BACKGROUND: Lateral and posterior position of the fetal presenting parts may be associated with more painful, prolonged or obstructed labour and difficult delivery. It is possible that maternal posture may influence fetal position.
OBJECTIVES: The objective of this review is to assess the effects of adopting a hands and knees maternal posture in late pregnancy when the presenting part of the fetus is in a lateral or posterior position.
SEARCH STRATEGY: We searched the Cochrane Pregnancy and Childbirth Group trials register and the Cochrane Controlled Trials Register. Date of last search: February 1999.
SELECTION CRITERIA: Randomised trials of hands and knees maternal posture compared to other postures.
DATA COLLECTION AND ANALYSIS: Both reviewers assessed trial eligibility and quality.

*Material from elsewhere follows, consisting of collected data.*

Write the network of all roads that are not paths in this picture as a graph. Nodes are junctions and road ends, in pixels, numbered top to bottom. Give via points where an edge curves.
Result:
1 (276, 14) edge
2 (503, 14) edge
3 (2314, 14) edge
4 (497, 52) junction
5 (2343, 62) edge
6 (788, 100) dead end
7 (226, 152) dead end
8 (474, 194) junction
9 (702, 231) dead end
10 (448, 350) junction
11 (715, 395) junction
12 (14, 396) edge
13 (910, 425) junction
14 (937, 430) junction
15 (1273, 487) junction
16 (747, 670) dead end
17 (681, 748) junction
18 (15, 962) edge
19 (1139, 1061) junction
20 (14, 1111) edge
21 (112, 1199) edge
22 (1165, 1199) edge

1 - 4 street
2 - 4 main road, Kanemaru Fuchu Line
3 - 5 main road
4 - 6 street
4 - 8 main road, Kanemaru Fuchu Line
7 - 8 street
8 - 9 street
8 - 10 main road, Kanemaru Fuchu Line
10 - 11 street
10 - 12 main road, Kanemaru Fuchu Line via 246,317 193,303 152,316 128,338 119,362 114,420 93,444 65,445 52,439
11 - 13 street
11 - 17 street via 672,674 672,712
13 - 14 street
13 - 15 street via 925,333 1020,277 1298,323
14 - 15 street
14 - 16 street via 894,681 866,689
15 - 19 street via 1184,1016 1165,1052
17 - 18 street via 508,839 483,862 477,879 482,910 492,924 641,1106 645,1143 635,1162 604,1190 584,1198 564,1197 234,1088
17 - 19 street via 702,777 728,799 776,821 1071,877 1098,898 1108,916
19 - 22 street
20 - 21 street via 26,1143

MAIN RESULTS: One trial involving 100 women was included. Four different postures (four groups of 20 women) were combined for the comparison with the control group of 20 women. Lateral or posterior position of the presenting part of the fetus was less likely to persist following 10 minutes in the hands and knees position compared to a sitting position (relative risk 0.25, 95% confidence interval 0.17 to 0.37).
REVIEWER'S CONCLUSIONS: Hands and knees maternal posture for lateral or posterior fetal presentation appears to result in short term effects ion fetal position. No other perinatal or maternal outcomes were reported. There is not enough evidence to evaluate the effectiveness of a hands and knees maternal posture when the fetal presenting part is lateral or posterior, on clinically important outcomes.